### Material for the task
-----
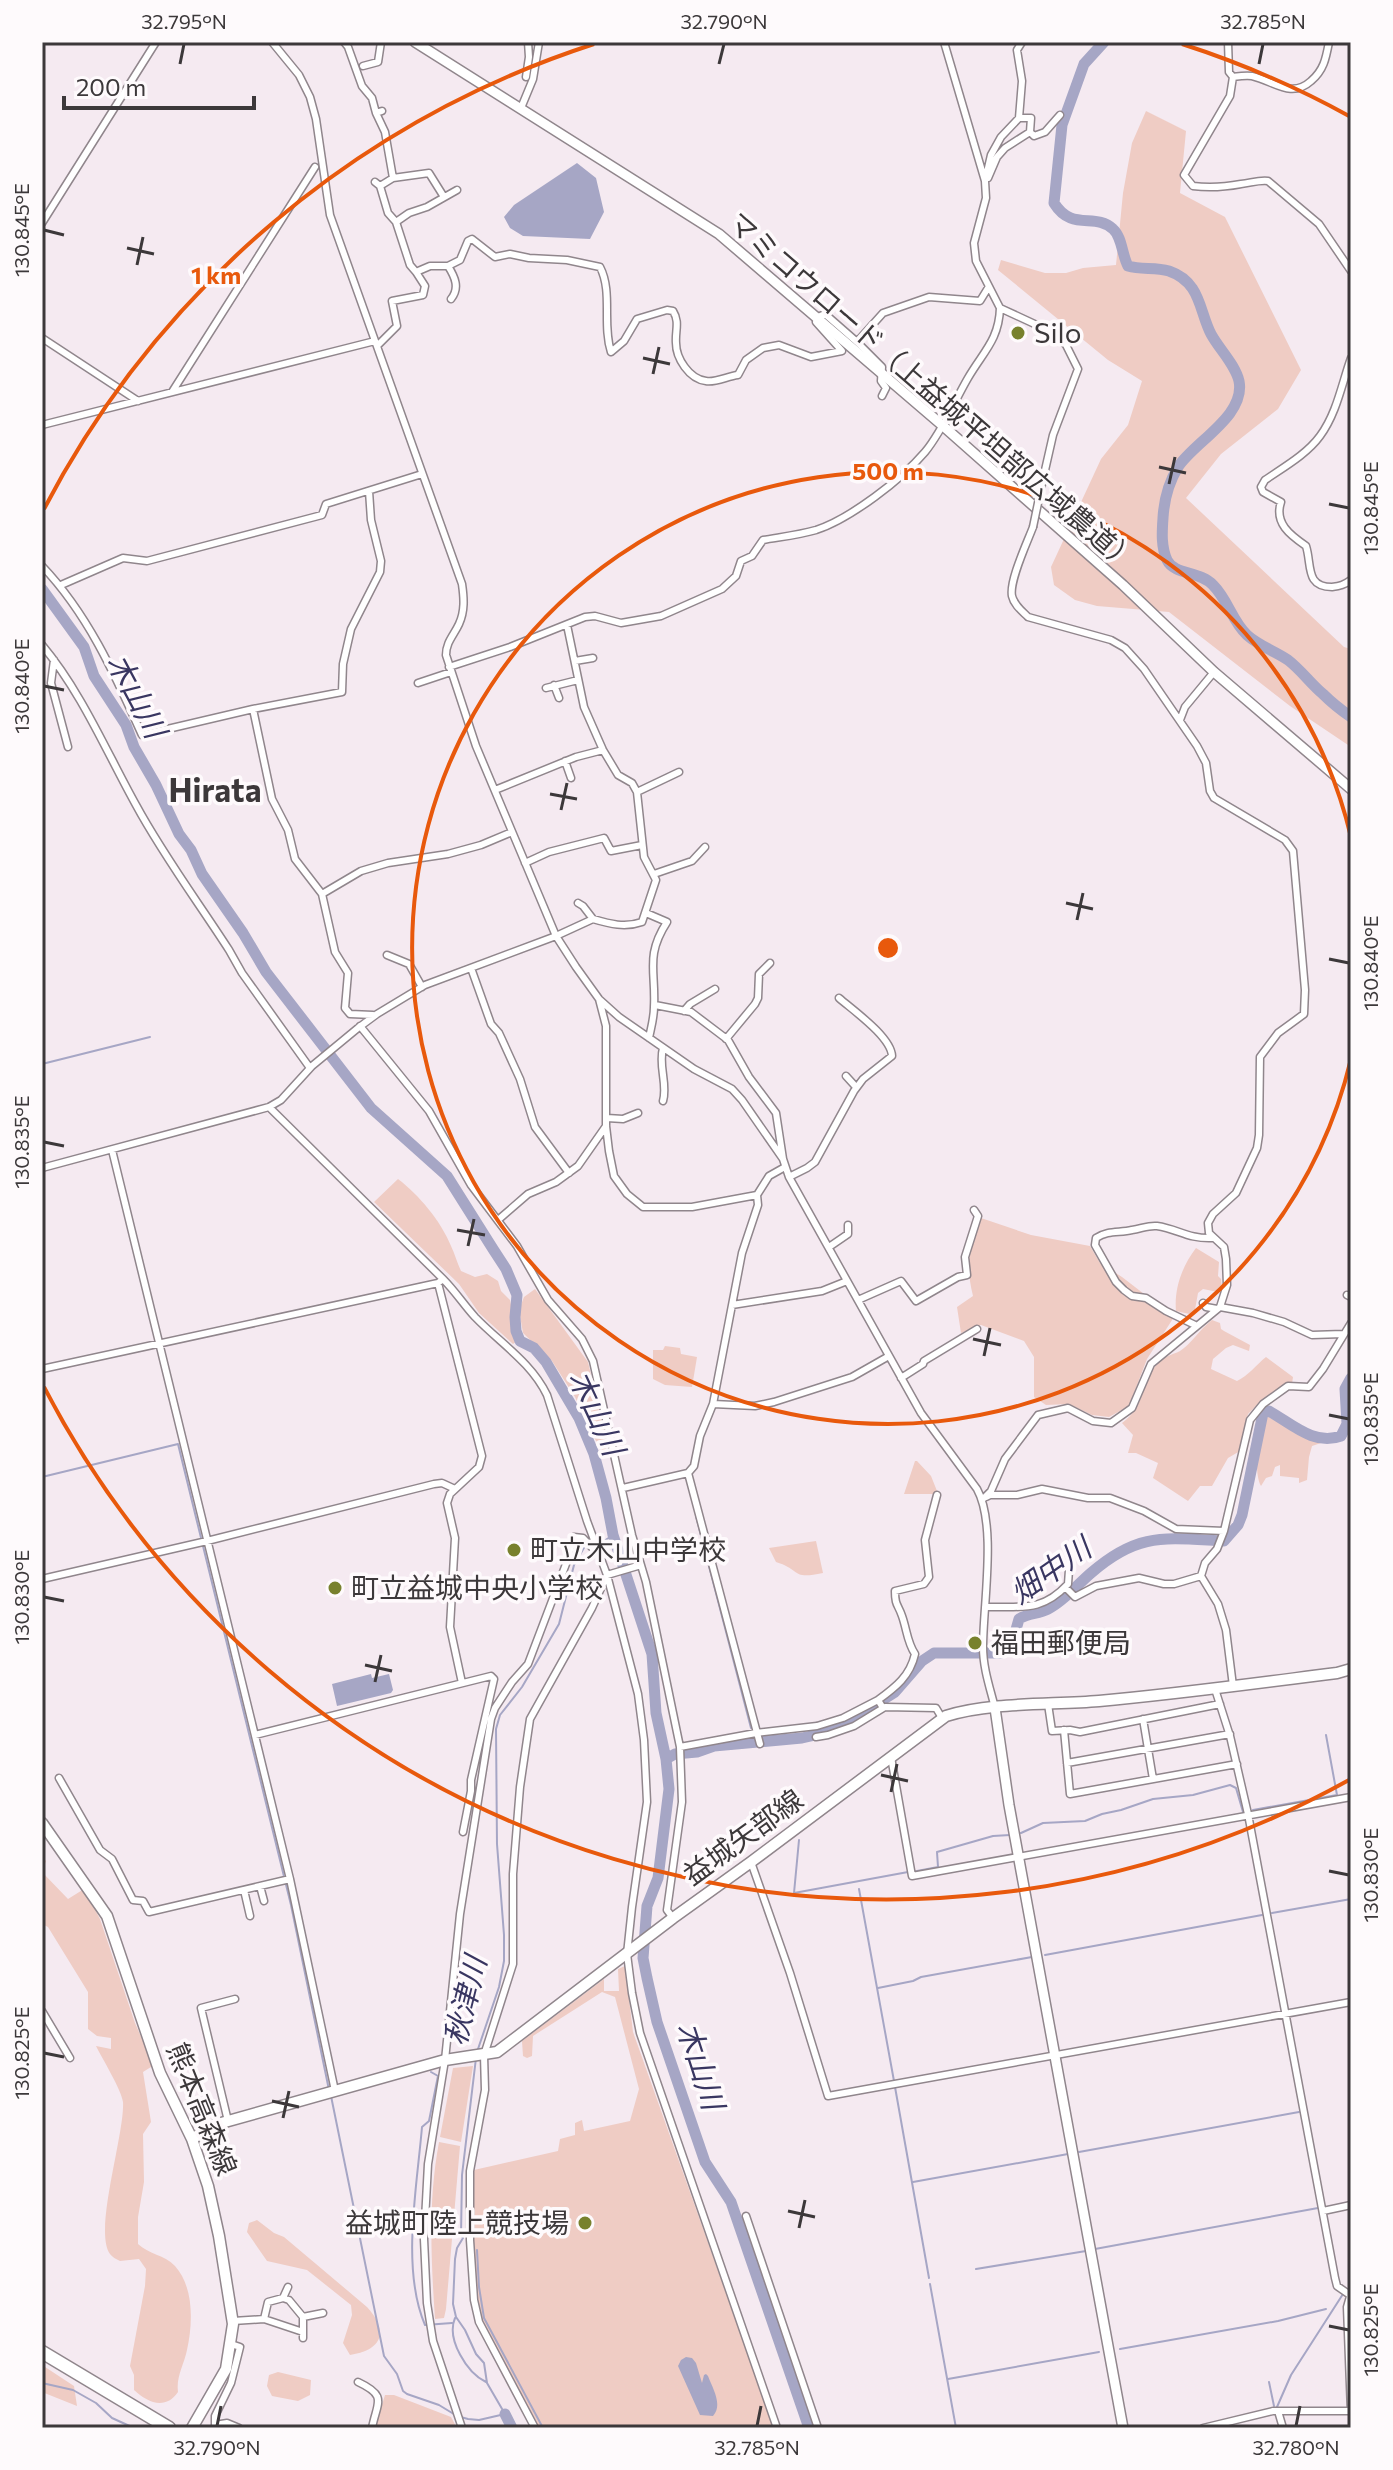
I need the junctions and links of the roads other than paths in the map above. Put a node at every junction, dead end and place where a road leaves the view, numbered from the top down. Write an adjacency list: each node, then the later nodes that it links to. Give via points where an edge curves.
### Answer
1 (156, 42): 27 (street)
2 (272, 42): 37 (street, via 310,97 330,215)
3 (344, 42): 16 (street)
4 (381, 42): 12 (street, via 378,62)
5 (415, 42): 17 (street, マミコウロード（上益城平坦部広域農道）)
6 (528, 42): 13 (street)
7 (539, 42): 17 (street)
8 (944, 42): 23 (street)
9 (1022, 42): 19 (street, via 1017,50 1022,81)
10 (1228, 42): 14 (street)
11 (1329, 42): 14 (street, via 1320,73 1302,89 1250,75)
12 (363, 66)
13 (526, 77)
14 (1233, 77): 29 (street, via 1230,96 1184,175 1193,186 1205,187 1268,181 1319,224)
15 (350, 86): 16 (street)
16 (362, 86): 22 (street, via 379,112)
17 (521, 108): 34 (street, マミコウロード（上益城平坦部広域農道）, via 719,234)
18 (1060, 115): 20 (street, via 1045,132)
19 (1019, 118): 20 (street, via 1031,118); 23 (street, via 991,155)
20 (1030, 132): 23 (street, via 1005,148)
21 (315, 167): 40 (street)
22 (393, 178): 25 (street, via 429,173); 26 (street, via 378,184)
23 (985, 181): 31 (street, via 974,243)
24 (457, 190): 25 (street)
25 (444, 197): 26 (street)
26 (396, 222): 30 (street)
27 (42, 223)
28 (448, 266): 30 (street); 32 (street, via 456,286); 34 (street, via 460,260 472,239 495,257 510,254 600,267 606,278 611,352 637,319 673,311 680,359 704,382 738,375 746,360 763,348 779,345 811,357 842,351 816,322)
29 (1351, 271)
30 (416, 272): 37 (street, via 425,286 423,295 390,300 397,326)
31 (988, 288): 33 (street); 36 (street, via 980,301 929,297 883,313)
32 (451, 299)
33 (1000, 308): 44 (street, via 994,341); 63 (street, bridge, via 1054,333 1078,369 1053,435 1012,598 1028,617 1125,648)
34 (818, 317): 36 (street, via 825,314); 39 (street, マミコウロード（上益城平坦部広域農道）)
35 (42, 338): 42 (street)
36 (857, 342): 39 (street)
37 (376, 344): 40 (street); 45 (street)
38 (1351, 358): 48 (street, via 1321,435 1261,487 1281,502 1285,530 1306,546 1316,583 1342,586)
39 (882, 372): 41 (street); 44 (street, マミコウロード（上益城平坦部広域農道）)
40 (172, 392): 42 (street)
41 (882, 396)
42 (138, 401): 43 (street)
43 (42, 425)
44 (942, 425): 50 (street, via 925,452 885,489 818,530 763,540 722,589 661,616 621,623 595,616); 56 (street, マミコウロード（上益城平坦部広域農道）)
45 (422, 474): 46 (street); 55 (street, via 462,584 464,609 445,650)
46 (369, 491): 49 (street, via 326,504 322,515 147,561 123,558); 62 (street, via 380,572 351,629 342,692)
47 (42, 566): 49 (street)
48 (1351, 580)
49 (61, 585): 62 (street, via 107,657 142,735)
50 (567, 625): 54 (street); 55 (street)
51 (42, 645): 53 (street)
52 (593, 658): 54 (street)
53 (54, 660): 64 (street, via 51,683); 96 (street, via 137,808 242,973)
54 (575, 661): 57 (street)
55 (450, 669): 58 (street); 70 (street)
56 (1214, 672): 63 (street); 69 (street, マミコウロード（上益城平坦部広域農道）)
57 (578, 680): 59 (street); 65 (street)
58 (418, 683)
59 (554, 685): 60 (street); 61 (street)
60 (546, 688)
61 (559, 698)
62 (253, 709): 77 (street, via 272,799 295,859)
63 (1180, 720): 114 (street, via 1206,763 1214,798 1285,840 1293,851 1305,990 1304,1014 1278,1033 1260,1057 1257,1148 1236,1193 1208,1223)
64 (68, 747)
65 (603, 750): 66 (street); 71 (street, via 618,775)
66 (565, 761): 68 (street); 70 (street)
67 (679, 772): 71 (street)
68 (571, 778)
69 (1351, 789)
70 (495, 790): 72 (street)
71 (637, 792): 73 (street)
72 (512, 832): 75 (street); 77 (street, via 448,854 361,871)
73 (642, 845): 75 (street, via 611,851 604,838); 76 (street)
74 (705, 847): 76 (street, via 692,861)
75 (525, 863): 81 (street)
76 (654, 874): 79 (street)
77 (322, 894): 91 (street, via 335,952 348,973 345,1008 350,1014)
78 (578, 903): 80 (street)
79 (646, 913): 80 (street, via 638,924); 89 (street, via 667,922 653,948)
80 (593, 919): 81 (street)
81 (556, 936): 84 (street); 88 (street)
82 (387, 955): 85 (street, via 409,964)
83 (770, 963): 94 (street, via 758,977 755,1004)
84 (471, 968): 85 (street); 108 (street, via 491,1024 520,1079 535,1127)
85 (422, 987): 91 (street)
86 (715, 989): 90 (street)
87 (839, 998): 98 (street, via 891,1047 891,1058)
88 (599, 999): 93 (street); 102 (street, via 606,1026)
89 (655, 1005): 90 (street); 93 (street)
90 (684, 1011): 94 (street)
91 (377, 1014): 92 (street)
92 (359, 1027): 96 (street); 112 (street, via 429,1111 471,1185)
93 (649, 1038): 95 (street)
94 (726, 1039): 105 (street, via 776,1113)
95 (663, 1048): 99 (street); 105 (street, via 732,1089)
96 (311, 1067): 100 (street)
97 (846, 1076): 98 (street)
98 (856, 1087): 109 (street, via 815,1162)
99 (663, 1101)
100 (269, 1107): 104 (street); 116 (street)
101 (638, 1113): 102 (street)
102 (607, 1118): 103 (street)
103 (606, 1126): 108 (street); 110 (street, via 614,1176 643,1207 692,1207)
104 (112, 1150): 107 (street); 126 (street)
105 (783, 1159): 106 (street)
106 (785, 1167): 109 (street); 110 (street, via 769,1176)
107 (42, 1168)
108 (569, 1173): 112 (street, via 528,1194)
109 (789, 1177): 115 (street)
110 (757, 1195): 120 (street)
111 (974, 1210): 118 (street, via 978,1216 965,1257 967,1275 916,1301 901,1281)
112 (498, 1220): 132 (street, via 593,1361)
113 (848, 1225): 115 (street, via 848,1234)
114 (1212, 1238): 121 (street, via 1224,1247 1226,1259 1227,1285); 123 (street, via 1149,1225 1096,1238 1095,1245 1124,1290)
115 (829, 1247): 117 (street)
116 (441, 1281): 126 (street); 133 (street, via 482,1456 479,1467); 138 (street, via 539,1378)
117 (847, 1281): 118 (street); 120 (street, via 822,1291)
118 (858, 1300): 127 (street)
119 (1203, 1303): 121 (street)
120 (732, 1305): 130 (street)
121 (1218, 1308): 123 (street); 125 (street, via 1253,1313 1312,1335)
122 (1351, 1323): 125 (street)
123 (1195, 1325): 135 (street, via 1151,1364 1132,1408 1111,1423 1093,1421 1068,1408 1038,1415)
124 (977, 1329): 129 (street)
125 (1343, 1334): 136 (street, via 1309,1387 1288,1386 1250,1420)
126 (159, 1343): 128 (street); 137 (street)
127 (889, 1356): 129 (street); 130 (street, via 852,1377 774,1402)
128 (42, 1369)
129 (901, 1378): 135 (street)
130 (713, 1404): 131 (street)
131 (688, 1473): 132 (street); 160 (street)
132 (623, 1488): 139 (street)
133 (455, 1489): 137 (street, via 434,1484); 147 (street, via 447,1503 455,1538 450,1627)
134 (937, 1495): 150 (street, via 925,1540 929,1577 924,1584 895,1591 895,1605 915,1654 913,1664)
135 (983, 1499): 136 (street, via 1042,1489 1110,1498 1176,1529); 145 (street)
136 (1223, 1532): 142 (street)
137 (207, 1541): 143 (street); 158 (street)
138 (601, 1557): 141 (street); 188 (street, via 583,1538 574,1537 528,1664 491,1719 460,1914)
139 (641, 1565): 141 (street); 162 (street)
140 (1069, 1570): 144 (street)
141 (608, 1574): 180 (street, via 644,1740 647,1802); 185 (street, via 530,1719 514,1859 513,1964)
142 (1201, 1576): 144 (street, via 1174,1584 1139,1578 1096,1586 1079,1597); 148 (street, via 1226,1630)
143 (42, 1579)
144 (1068, 1590): 145 (street, via 1038,1606)
145 (985, 1607): 153 (street, via 984,1661)
146 (1351, 1669): 148 (main road, 益城矢部線)
147 (462, 1683): 158 (street); 171 (street, via 494,1679)
148 (1233, 1686): 149 (main road, 益城矢部線)
149 (1215, 1689): 151 (main road, 益城矢部線); 152 (street)
150 (880, 1704): 154 (street, via 936,1708); 159 (street, via 854,1726); 160 (street, via 817,1726)
151 (1048, 1704): 153 (main road, 益城矢部線); 156 (street, via 1052,1731)
152 (1220, 1704): 155 (street); 157 (street)
153 (995, 1708): 154 (main road, 益城矢部線); 172 (street)
154 (942, 1718): 163 (main road, 益城矢部線)
155 (1143, 1719): 156 (street, via 1080,1732); 161 (street)
156 (1064, 1730): 164 (street)
157 (1230, 1734): 161 (street); 165 (street)
158 (255, 1735): 174 (street)
159 (816, 1737)
160 (758, 1738): 162 (street)
161 (1148, 1749): 164 (street); 167 (street)
162 (681, 1752): 179 (street, via 682,1802 667,1910)
163 (891, 1757): 172 (street, via 912,1876); 173 (main road, 益城矢部線)
164 (1067, 1763): 167 (street, via 1070,1794)
165 (1237, 1764): 167 (street); 169 (street)
166 (59, 1778): 176 (street, via 133,1900 143,1901 149,1912)
167 (1153, 1779)
168 (1351, 1797): 169 (street)
169 (1248, 1814): 172 (street); 184 (street)
170 (42, 1823): 191 (main road, 熊本高森線, via 107,1916 160,2073)
171 (463, 1832)
172 (1018, 1856): 186 (street)
173 (751, 1862): 179 (main road, 益城矢部線); 186 (street, via 828,2096)
174 (290, 1879): 175 (street); 189 (street)
175 (260, 1886): 176 (street); 177 (street)
176 (244, 1890): 178 (street)
177 (264, 1901)
178 (250, 1916)
179 (673, 1918): 180 (main road, 益城矢部線)
180 (627, 1954): 185 (main road, 益城矢部線, via 497,2052); 214 (street, via 640,2033)
181 (235, 1999): 190 (street, via 201,2008)
182 (1351, 2002): 184 (street)
183 (42, 2011): 187 (street)
184 (1286, 2013): 186 (street); 193 (street)
185 (482, 2055): 188 (main road, 益城矢部線); 213 (street, via 485,2090 470,2171 474,2300 479,2322)
186 (1054, 2055): 216 (street)
187 (70, 2058)
188 (449, 2059): 189 (main road, 益城矢部線); 212 (street, via 428,2164 424,2239 433,2341)
189 (335, 2091): 190 (main road, 益城矢部線)
190 (228, 2121): 191 (main road, 益城矢部線)
191 (192, 2139): 201 (main road, 熊本高森線, via 208,2186)
192 (1351, 2205): 193 (street)
193 (1323, 2211): 196 (street, via 1337,2286)
194 (746, 2216): 215 (street)
195 (288, 2287): 197 (street)
196 (1351, 2294): 206 (street)
197 (283, 2298): 199 (street); 200 (street, via 268,2302)
198 (323, 2313): 199 (street)
199 (303, 2317): 200 (street, via 303,2335)
200 (264, 2319): 201 (street)
201 (233, 2321): 202 (main road, 熊本高森線)
202 (231, 2344): 207 (street, via 240,2347); 209 (main road, 熊本高森線, via 226,2369)
203 (42, 2352): 208 (highway)
204 (358, 2382): 211 (street, via 378,2397)
205 (1278, 2411): 206 (street); 217 (street); 218 (street)
206 (1351, 2412)
207 (215, 2427): 210 (street, via 227,2423)
208 (169, 2428)
209 (192, 2428)
210 (239, 2428)
211 (372, 2428)
212 (462, 2428)
213 (535, 2428)
214 (777, 2428)
215 (818, 2428)
216 (1123, 2428)
217 (1203, 2428)
218 (1283, 2428)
-----
### Assignment
Find the string "マミコウロード" in the listing and return every line that holds it.

### Exercise solution
5 (415, 42): 17 (street, マミコウロード（上益城平坦部広域農道）)
17 (521, 108): 34 (street, マミコウロード（上益城平坦部広域農道）, via 719,234)
34 (818, 317): 36 (street, via 825,314); 39 (street, マミコウロード（上益城平坦部広域農道）)
39 (882, 372): 41 (street); 44 (street, マミコウロード（上益城平坦部広域農道）)
44 (942, 425): 50 (street, via 925,452 885,489 818,530 763,540 722,589 661,616 621,623 595,616); 56 (street, マミコウロード（上益城平坦部広域農道）)
56 (1214, 672): 63 (street); 69 (street, マミコウロード（上益城平坦部広域農道）)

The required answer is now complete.